§ **WORK INSTRUCTIONS**:
Restate all of the entries exactly, dropping any pictures they hold.

§ **DATA SECTION**:

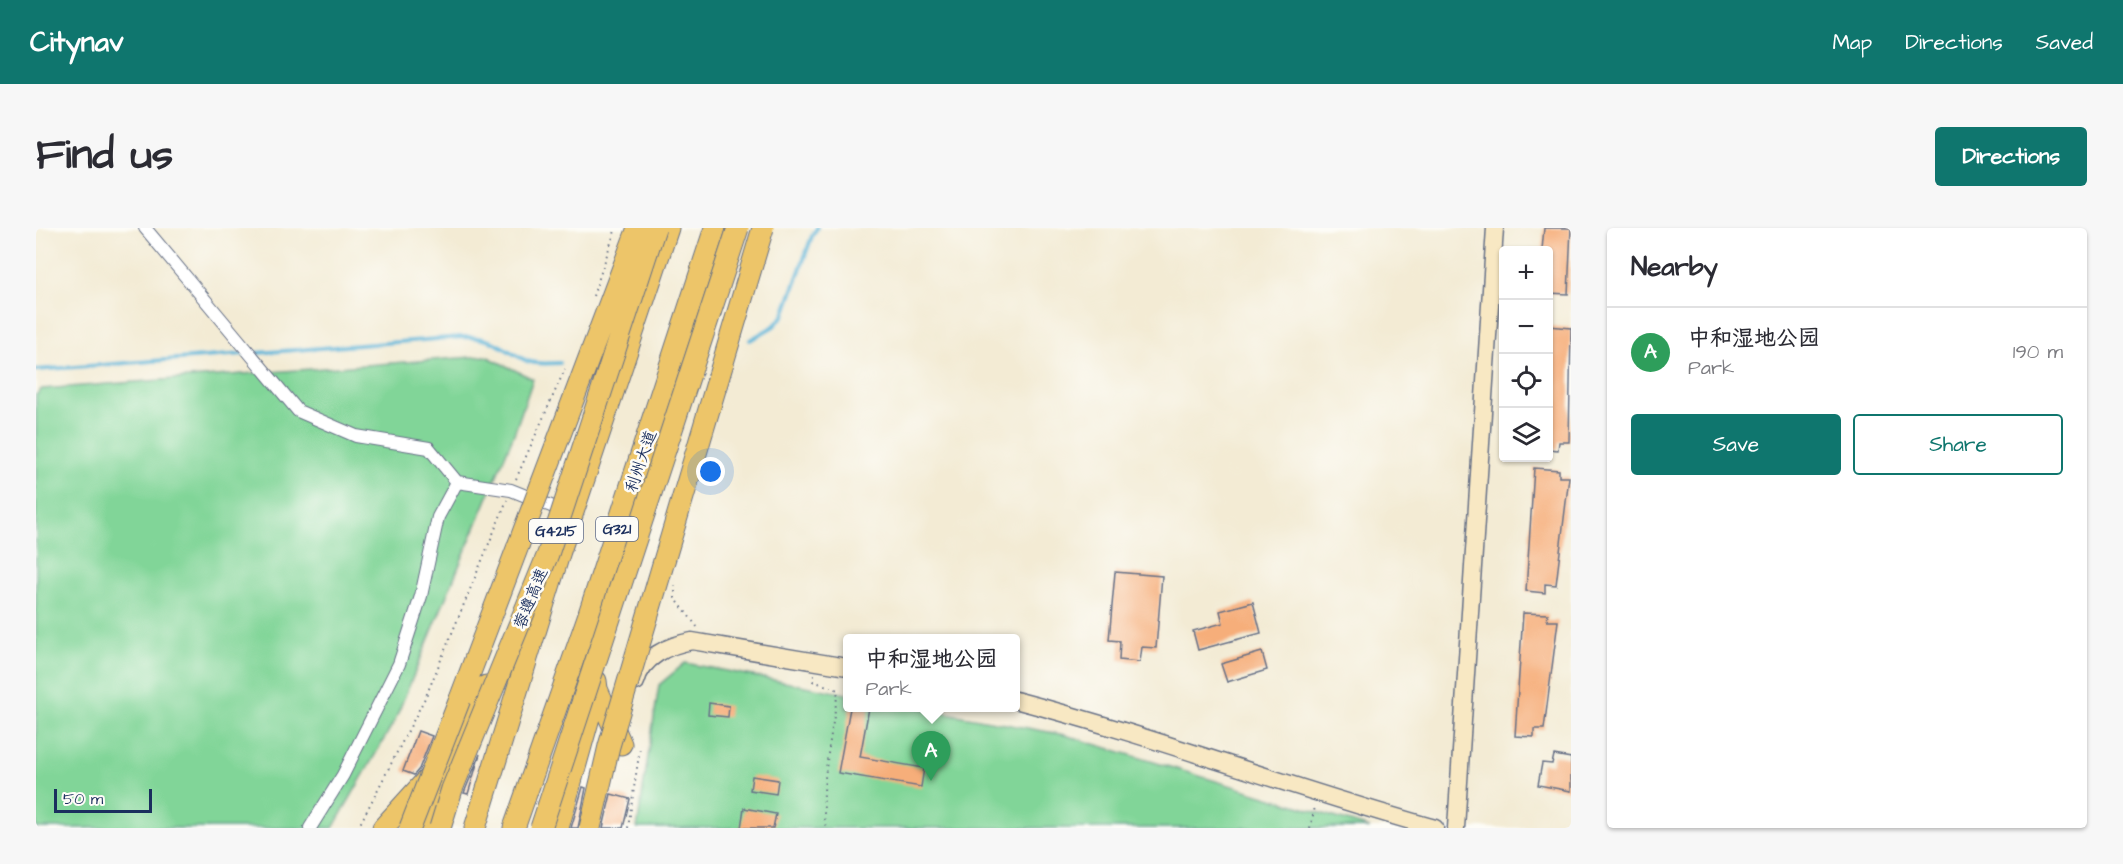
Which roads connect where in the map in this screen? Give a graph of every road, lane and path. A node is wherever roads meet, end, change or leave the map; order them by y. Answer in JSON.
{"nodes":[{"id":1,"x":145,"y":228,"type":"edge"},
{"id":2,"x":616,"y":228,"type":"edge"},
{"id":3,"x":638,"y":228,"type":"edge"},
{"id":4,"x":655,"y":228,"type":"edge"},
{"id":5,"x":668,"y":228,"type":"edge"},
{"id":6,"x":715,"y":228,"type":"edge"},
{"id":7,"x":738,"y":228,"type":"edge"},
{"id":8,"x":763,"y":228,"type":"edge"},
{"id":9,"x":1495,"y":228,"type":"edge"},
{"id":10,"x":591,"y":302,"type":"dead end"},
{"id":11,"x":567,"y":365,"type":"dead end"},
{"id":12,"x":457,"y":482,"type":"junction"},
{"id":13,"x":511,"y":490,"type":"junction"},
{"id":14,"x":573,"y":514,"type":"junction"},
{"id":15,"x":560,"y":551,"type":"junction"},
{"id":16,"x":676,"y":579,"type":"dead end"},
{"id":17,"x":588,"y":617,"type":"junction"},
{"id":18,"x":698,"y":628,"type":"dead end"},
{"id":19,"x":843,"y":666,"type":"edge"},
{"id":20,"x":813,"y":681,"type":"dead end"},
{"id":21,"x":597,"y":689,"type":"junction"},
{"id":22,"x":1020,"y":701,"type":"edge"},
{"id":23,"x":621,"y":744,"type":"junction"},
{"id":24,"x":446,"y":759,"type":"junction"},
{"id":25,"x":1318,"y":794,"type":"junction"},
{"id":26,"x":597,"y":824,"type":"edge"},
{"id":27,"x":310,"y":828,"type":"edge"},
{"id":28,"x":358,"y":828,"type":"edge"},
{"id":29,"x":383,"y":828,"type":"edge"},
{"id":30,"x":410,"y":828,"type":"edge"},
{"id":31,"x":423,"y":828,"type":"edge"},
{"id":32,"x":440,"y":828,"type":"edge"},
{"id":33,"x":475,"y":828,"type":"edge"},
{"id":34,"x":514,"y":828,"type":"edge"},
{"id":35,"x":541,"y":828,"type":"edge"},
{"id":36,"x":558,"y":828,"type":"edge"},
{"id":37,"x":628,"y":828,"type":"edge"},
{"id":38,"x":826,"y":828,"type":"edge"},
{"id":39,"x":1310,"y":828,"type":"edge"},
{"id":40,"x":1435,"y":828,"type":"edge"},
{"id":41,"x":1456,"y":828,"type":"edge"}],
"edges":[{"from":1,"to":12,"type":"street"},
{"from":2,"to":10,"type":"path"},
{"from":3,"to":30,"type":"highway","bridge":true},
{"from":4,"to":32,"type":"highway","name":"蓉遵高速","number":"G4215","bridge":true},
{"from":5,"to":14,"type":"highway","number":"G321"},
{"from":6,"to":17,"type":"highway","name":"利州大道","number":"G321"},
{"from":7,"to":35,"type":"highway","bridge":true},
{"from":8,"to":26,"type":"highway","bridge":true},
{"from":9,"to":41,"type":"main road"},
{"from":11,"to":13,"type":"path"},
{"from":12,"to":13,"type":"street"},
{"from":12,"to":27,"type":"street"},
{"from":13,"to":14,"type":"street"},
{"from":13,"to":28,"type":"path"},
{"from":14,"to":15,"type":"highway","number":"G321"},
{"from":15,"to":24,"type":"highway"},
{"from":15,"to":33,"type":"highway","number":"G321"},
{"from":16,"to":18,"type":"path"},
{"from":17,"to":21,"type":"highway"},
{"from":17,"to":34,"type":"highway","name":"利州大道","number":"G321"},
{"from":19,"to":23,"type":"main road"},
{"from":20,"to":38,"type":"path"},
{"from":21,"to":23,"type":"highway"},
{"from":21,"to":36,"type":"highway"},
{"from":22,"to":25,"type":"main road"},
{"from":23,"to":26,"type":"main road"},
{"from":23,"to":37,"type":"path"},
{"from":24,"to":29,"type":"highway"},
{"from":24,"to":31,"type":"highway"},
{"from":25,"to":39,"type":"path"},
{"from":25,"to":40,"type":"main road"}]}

§ **RESPONSE TO THE TASK**:
Which roads connect where in the map in this screen? Give a graph of every road, lane and path. A node is wherever roads meet, end, change or leave the map; order them by y. Answer in JSON.
{"nodes":[{"id":1,"x":145,"y":228,"type":"edge"},
{"id":2,"x":616,"y":228,"type":"edge"},
{"id":3,"x":638,"y":228,"type":"edge"},
{"id":4,"x":655,"y":228,"type":"edge"},
{"id":5,"x":668,"y":228,"type":"edge"},
{"id":6,"x":715,"y":228,"type":"edge"},
{"id":7,"x":738,"y":228,"type":"edge"},
{"id":8,"x":763,"y":228,"type":"edge"},
{"id":9,"x":1495,"y":228,"type":"edge"},
{"id":10,"x":591,"y":302,"type":"dead end"},
{"id":11,"x":567,"y":365,"type":"dead end"},
{"id":12,"x":457,"y":482,"type":"junction"},
{"id":13,"x":511,"y":490,"type":"junction"},
{"id":14,"x":573,"y":514,"type":"junction"},
{"id":15,"x":560,"y":551,"type":"junction"},
{"id":16,"x":676,"y":579,"type":"dead end"},
{"id":17,"x":588,"y":617,"type":"junction"},
{"id":18,"x":698,"y":628,"type":"dead end"},
{"id":19,"x":843,"y":666,"type":"edge"},
{"id":20,"x":813,"y":681,"type":"dead end"},
{"id":21,"x":597,"y":689,"type":"junction"},
{"id":22,"x":1020,"y":701,"type":"edge"},
{"id":23,"x":621,"y":744,"type":"junction"},
{"id":24,"x":446,"y":759,"type":"junction"},
{"id":25,"x":1318,"y":794,"type":"junction"},
{"id":26,"x":597,"y":824,"type":"edge"},
{"id":27,"x":310,"y":828,"type":"edge"},
{"id":28,"x":358,"y":828,"type":"edge"},
{"id":29,"x":383,"y":828,"type":"edge"},
{"id":30,"x":410,"y":828,"type":"edge"},
{"id":31,"x":423,"y":828,"type":"edge"},
{"id":32,"x":440,"y":828,"type":"edge"},
{"id":33,"x":475,"y":828,"type":"edge"},
{"id":34,"x":514,"y":828,"type":"edge"},
{"id":35,"x":541,"y":828,"type":"edge"},
{"id":36,"x":558,"y":828,"type":"edge"},
{"id":37,"x":628,"y":828,"type":"edge"},
{"id":38,"x":826,"y":828,"type":"edge"},
{"id":39,"x":1310,"y":828,"type":"edge"},
{"id":40,"x":1435,"y":828,"type":"edge"},
{"id":41,"x":1456,"y":828,"type":"edge"}],
"edges":[{"from":1,"to":12,"type":"street"},
{"from":2,"to":10,"type":"path"},
{"from":3,"to":30,"type":"highway","bridge":true},
{"from":4,"to":32,"type":"highway","name":"蓉遵高速","number":"G4215","bridge":true},
{"from":5,"to":14,"type":"highway","number":"G321"},
{"from":6,"to":17,"type":"highway","name":"利州大道","number":"G321"},
{"from":7,"to":35,"type":"highway","bridge":true},
{"from":8,"to":26,"type":"highway","bridge":true},
{"from":9,"to":41,"type":"main road"},
{"from":11,"to":13,"type":"path"},
{"from":12,"to":13,"type":"street"},
{"from":12,"to":27,"type":"street"},
{"from":13,"to":14,"type":"street"},
{"from":13,"to":28,"type":"path"},
{"from":14,"to":15,"type":"highway","number":"G321"},
{"from":15,"to":24,"type":"highway"},
{"from":15,"to":33,"type":"highway","number":"G321"},
{"from":16,"to":18,"type":"path"},
{"from":17,"to":21,"type":"highway"},
{"from":17,"to":34,"type":"highway","name":"利州大道","number":"G321"},
{"from":19,"to":23,"type":"main road"},
{"from":20,"to":38,"type":"path"},
{"from":21,"to":23,"type":"highway"},
{"from":21,"to":36,"type":"highway"},
{"from":22,"to":25,"type":"main road"},
{"from":23,"to":26,"type":"main road"},
{"from":23,"to":37,"type":"path"},
{"from":24,"to":29,"type":"highway"},
{"from":24,"to":31,"type":"highway"},
{"from":25,"to":39,"type":"path"},
{"from":25,"to":40,"type":"main road"}]}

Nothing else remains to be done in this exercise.